As we grow and God deals with our pride, we tend to listen without responding, and we may even thank the one who has taken the effort to correct us. But later, behind their back, we tell others how arrogant they were to pick out our fault when they have so many of their own. We may acknowledge some truth to their statement, but we console ourselves with justifications for our weakness. "After all, who is perfect?" we ask.

When we have failed like this a number of times and the voice of the LORD begins to get through our walls of our pride, we begin to understand that the LORD and His love for us is what makes us of value. Then, when a voice of correction comes, we may still flinch with pain from the blow, but we no longer look at the messenger. We know God allowed the messenger to come for our good. We take the message to the LORD and examine our condition. As we discern how much of the rebuke is true, we ask the LORD to help us express His life in that area, and not self. We take that old nature to the cross and leave it there. Then we can rejoice that the LORD has drawn us closer to Himself. We may even sincerely thank the messenger and ask for their help.

Consider: What a difference in our reaction to rebuke as we mature in spirit! At what stage are you?

November 9

Hebrews 2:9-11 (NIV) 9But we see Jesus, who was made a little lower than the angels, now crowned with glory and honor because he suffered death, so that by the grace of God he might taste death for everyone. 10In bringing many sons to glory, it was fitting that God, for whom and through whom everything exists, should make the author of their salvation perfect through suffering. 11Both the one who makes men holy and those who are made holy are of the same family. So Jesus is not ashamed to call them brothers.

Jesus humbled Himself to become a man, setting aside His glory, to be one of us. Because He took the punishment of sin in our place, tasting death for everyone, God crowned Him with glory and honor. That should reveal to us the great heart of God who was willing to give His only Son, but also that He honors those who sacrifice for the good of others. Jesus sacrificed His life for the purpose of bringing many sons to glory. He left His glory so that He could bring you to glory.

The author of Hebrews often used nautical terms. There is an unusual one here in this passage. When a ship ran aground, the strongest, most capable swimmer was chosen to take a rope from the ship to the safety of the shore and secure it. The sailors could then cling to the rope and not be swept away by the current as they made their way to the safety of the shore. It is translated "author" here. You could also use the word "trailblazer". Jesus secured a line of safety for us to reach God.

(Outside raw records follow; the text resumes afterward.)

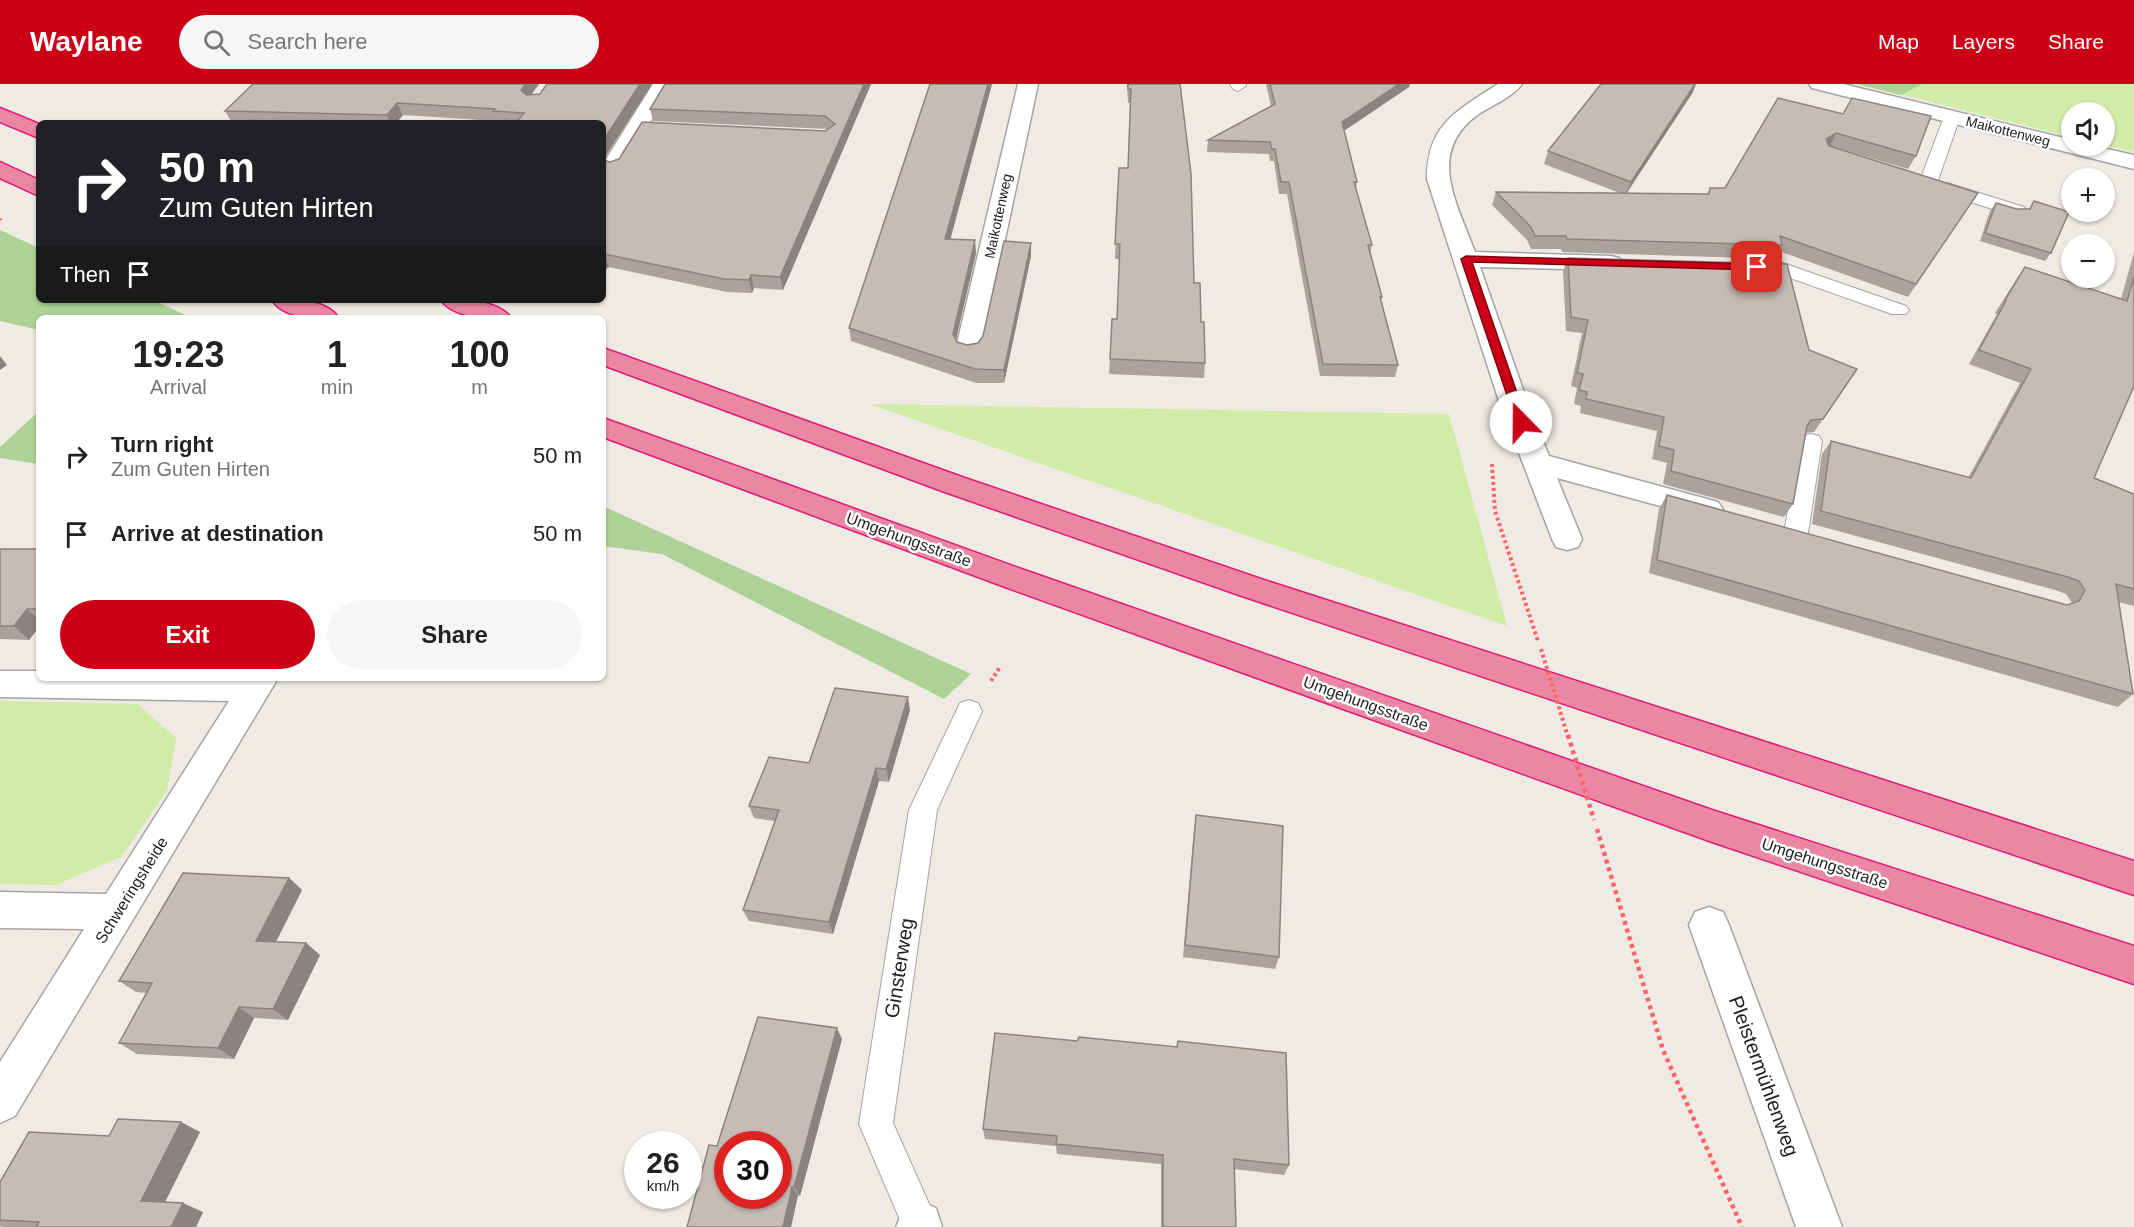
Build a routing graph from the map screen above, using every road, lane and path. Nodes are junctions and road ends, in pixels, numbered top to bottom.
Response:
1 (663, 84) edge
2 (1028, 84) edge
3 (1512, 84) edge
4 (1819, 84) edge
5 (0, 114) edge
6 (1952, 117) junction
7 (636, 128) junction
8 (660, 129) edge
9 (36, 131) edge
10 (2134, 162) edge
11 (613, 165) edge
12 (0, 169) edge
13 (36, 187) edge
14 (2018, 211) edge
15 (1466, 259) junction
16 (1629, 263) edge
17 (1768, 267) edge
18 (291, 303) edge
19 (460, 303) edge
20 (1899, 310) dead end
21 (319, 315) edge
22 (490, 315) edge
23 (969, 348) edge
24 (606, 357) edge
25 (1513, 401) junction
26 (606, 428) edge
27 (1811, 441) edge
28 (1539, 463) junction
29 (1729, 514) edge
30 (1796, 533) edge
31 (1567, 539) dead end
32 (257, 683) edge
33 (0, 684) edge
34 (969, 711) dead end
35 (2134, 878) edge
36 (0, 910) edge
37 (117, 912) junction
38 (1709, 925) dead end
39 (2134, 965) edge
40 (0, 1101) edge
41 (920, 1226) edge
42 (1742, 1227) edge
43 (1819, 1227) edge

1 - 7 street
2 - 23 street, Maikottenweg
3 - 15 street
4 - 6 street, Maikottenweg
5 - 9 highway
6 - 10 street, Maikottenweg
6 - 14 lane, Maikottenweg
7 - 8 lane
7 - 11 street
12 - 13 highway
15 - 16 street
15 - 25 street
17 - 20 lane
18 - 21 highway
19 - 22 highway
24 - 35 highway
25 - 28 street
25 - 42 path, bridge
26 - 39 highway, Umgehungsstraße
27 - 30 lane
28 - 29 street
28 - 31 street
32 - 33 street
32 - 37 street, Schweringsheide
34 - 41 lane, Ginsterweg
36 - 37 street
37 - 40 street, Schweringsheide
38 - 43 street, Pleistermühlenweg

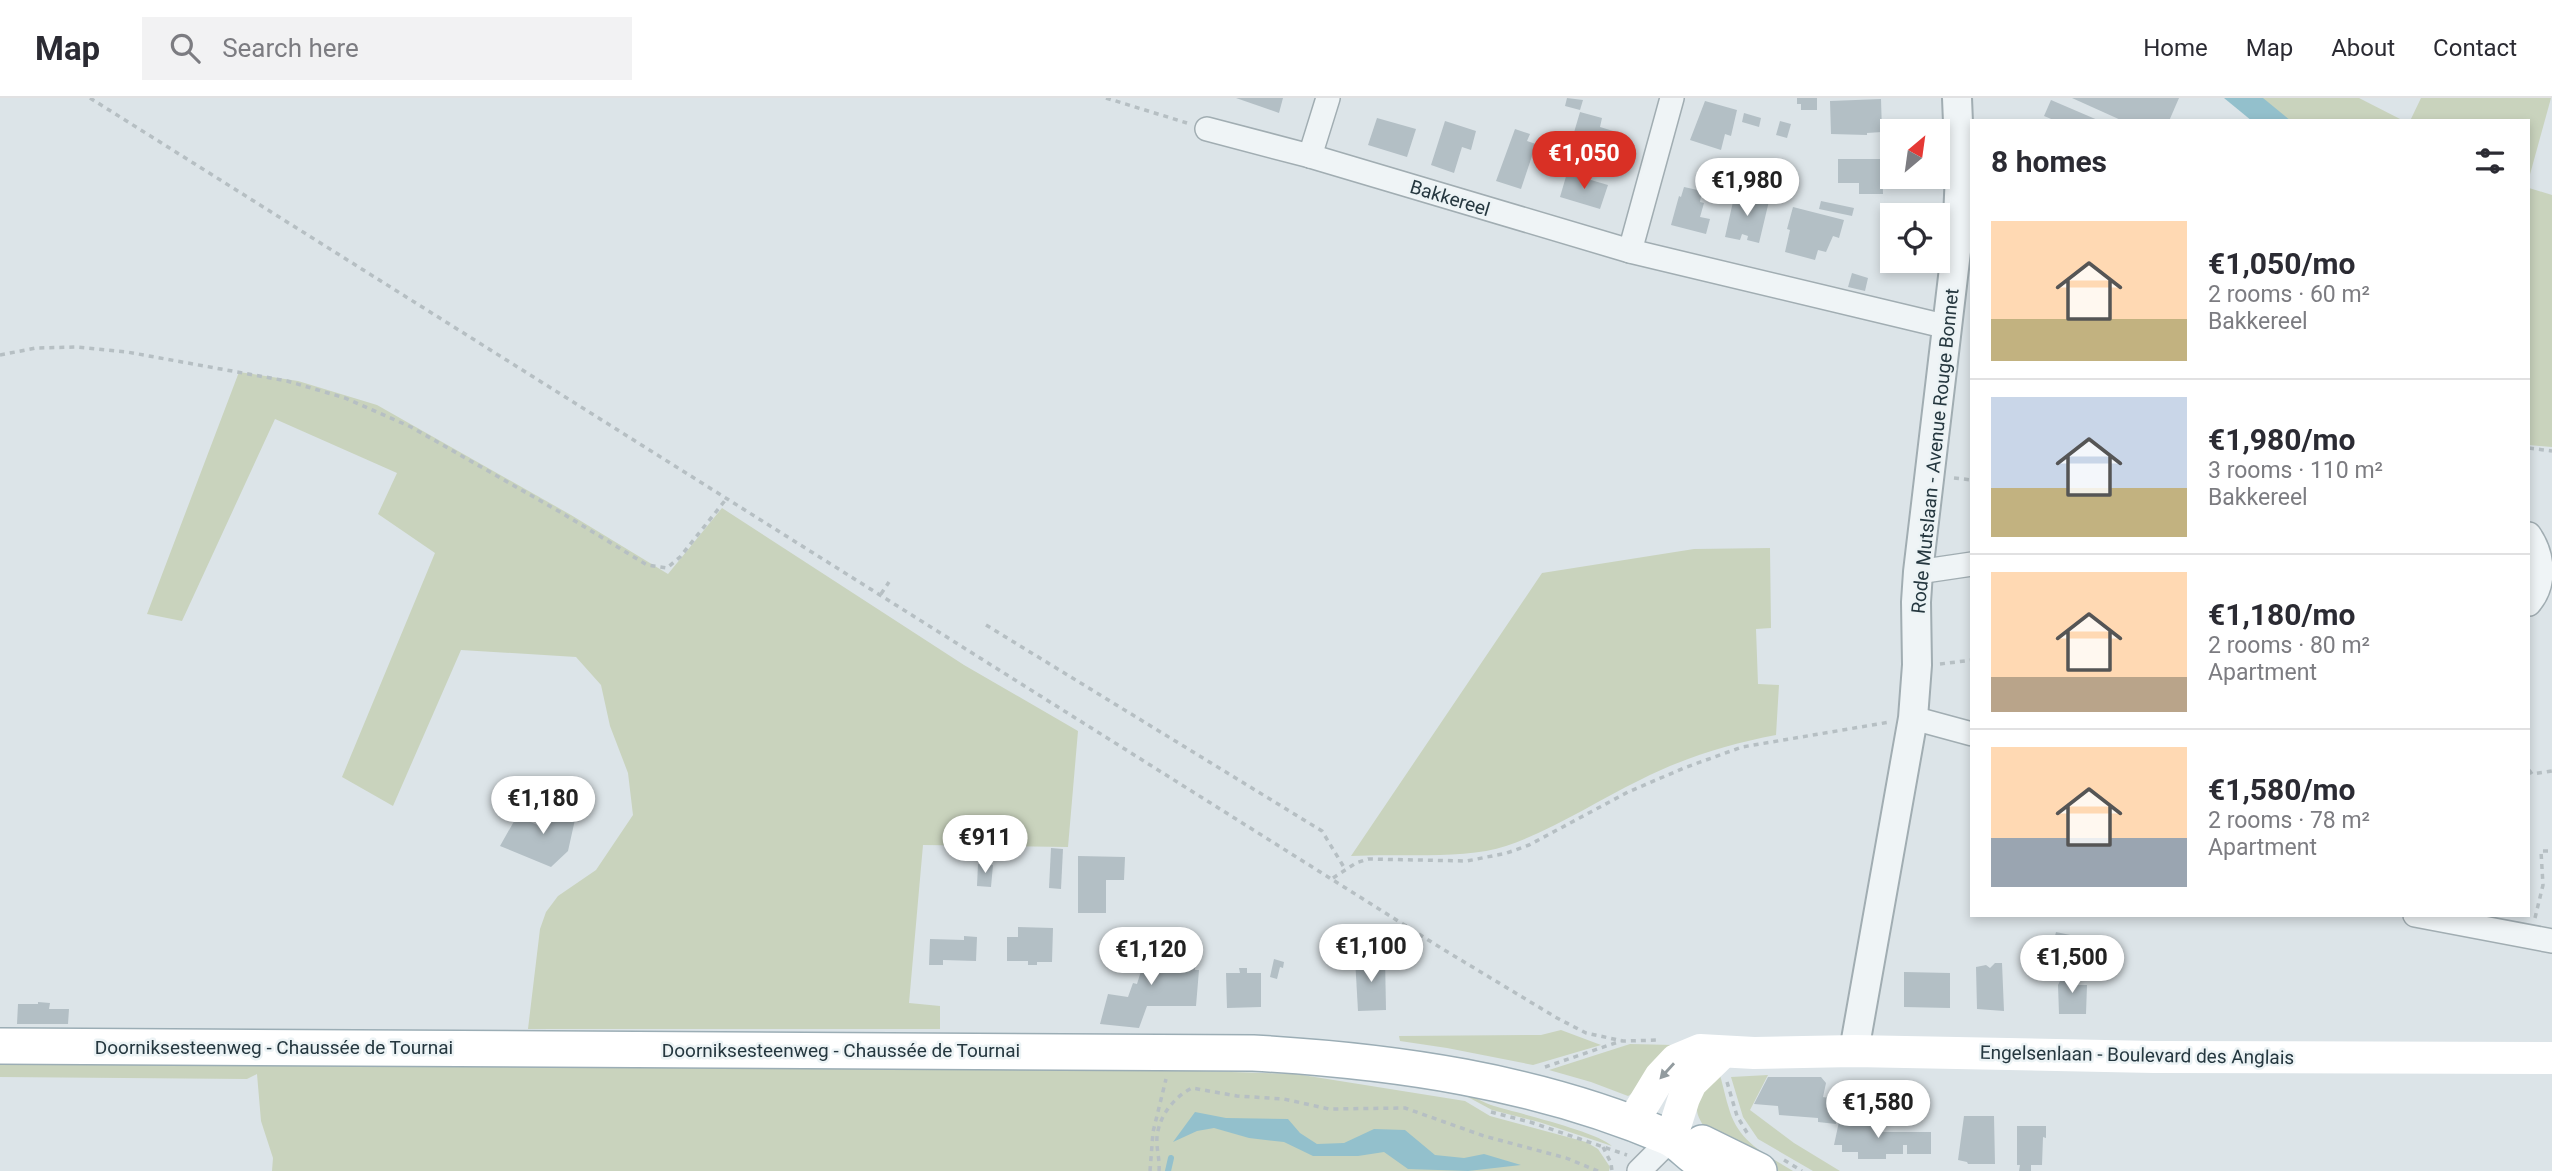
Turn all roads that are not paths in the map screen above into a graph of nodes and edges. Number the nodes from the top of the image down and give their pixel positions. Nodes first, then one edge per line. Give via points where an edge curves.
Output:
1 (1328, 98) edge
2 (1672, 98) edge
3 (1957, 98) edge
4 (1207, 129) road end
5 (1310, 156) junction
6 (1630, 251) junction
7 (1948, 327) junction
8 (2530, 535) edge
9 (1970, 564) edge
10 (1918, 572) junction
11 (2530, 603) edge
12 (1913, 718) junction
13 (1970, 733) edge
14 (2426, 917) edge
15 (2543, 939) edge
16 (0, 1046) edge
17 (1854, 1051) junction
18 (2552, 1058) edge
19 (1724, 1063) junction
20 (1632, 1123) junction
21 (1671, 1139) junction
22 (1763, 1156) edge
23 (1643, 1167) edge
24 (1721, 1171) edge

1 - 5 street
2 - 6 street
3 - 7 street, Rode Mutslaan - Avenue Rouge Bonnet via 1959,208
4 - 5 street, Bakkereel
5 - 6 street, Bakkereel
6 - 7 street, Bakkereel
7 - 10 street, Rode Mutslaan - Avenue Rouge Bonnet
8 - 11 street via 2542,579
9 - 10 street
10 - 12 street, Rode Mutslaan - Avenue Rouge Bonnet
12 - 13 street
12 - 17 street, Rode Mutslaan - Avenue Rouge Bonnet
14 - 15 street
16 - 20 main road, Doorniksesteenweg - Chaussée de Tournai via 1253,1053 1417,1068 1569,1102
17 - 18 main road, Engelsenlaan - Boulevard des Anglais
17 - 19 main road, Engelsenlaan - Boulevard des Anglais
19 -> 20 main road, Engelsenlaan - Boulevard des Anglais via 1700,1050 1676,1060
19 - 21 main road via 1691,1083
20 - 21 main road, Doorniksesteenweg - Chaussée de Tournai
21 - 22 main road, Doorniksesteenweg - Chaussée de Tournai
21 - 23 street
21 - 24 main road, Doorniksesteenweg - Chaussée de Tournai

He is our perfect Savior because He suffered all the things we suffer. He got in the boat with us and endured the storms of life with us. None of us could ever hope to make it to the safety of shore. Knowing that the boat of humanity had run aground and was about to be beaten to pieces, He joined our boat and suffered with us. He dove in and braved the currents and secured the rope to within the Holy of Holies in heaven. As we escape this storm we are brought right into the very presence of God, accepted in Christ, who became one of us.

Consider: He is our perfect trailblazer. He can show us the Way because He walked (swam) it for us.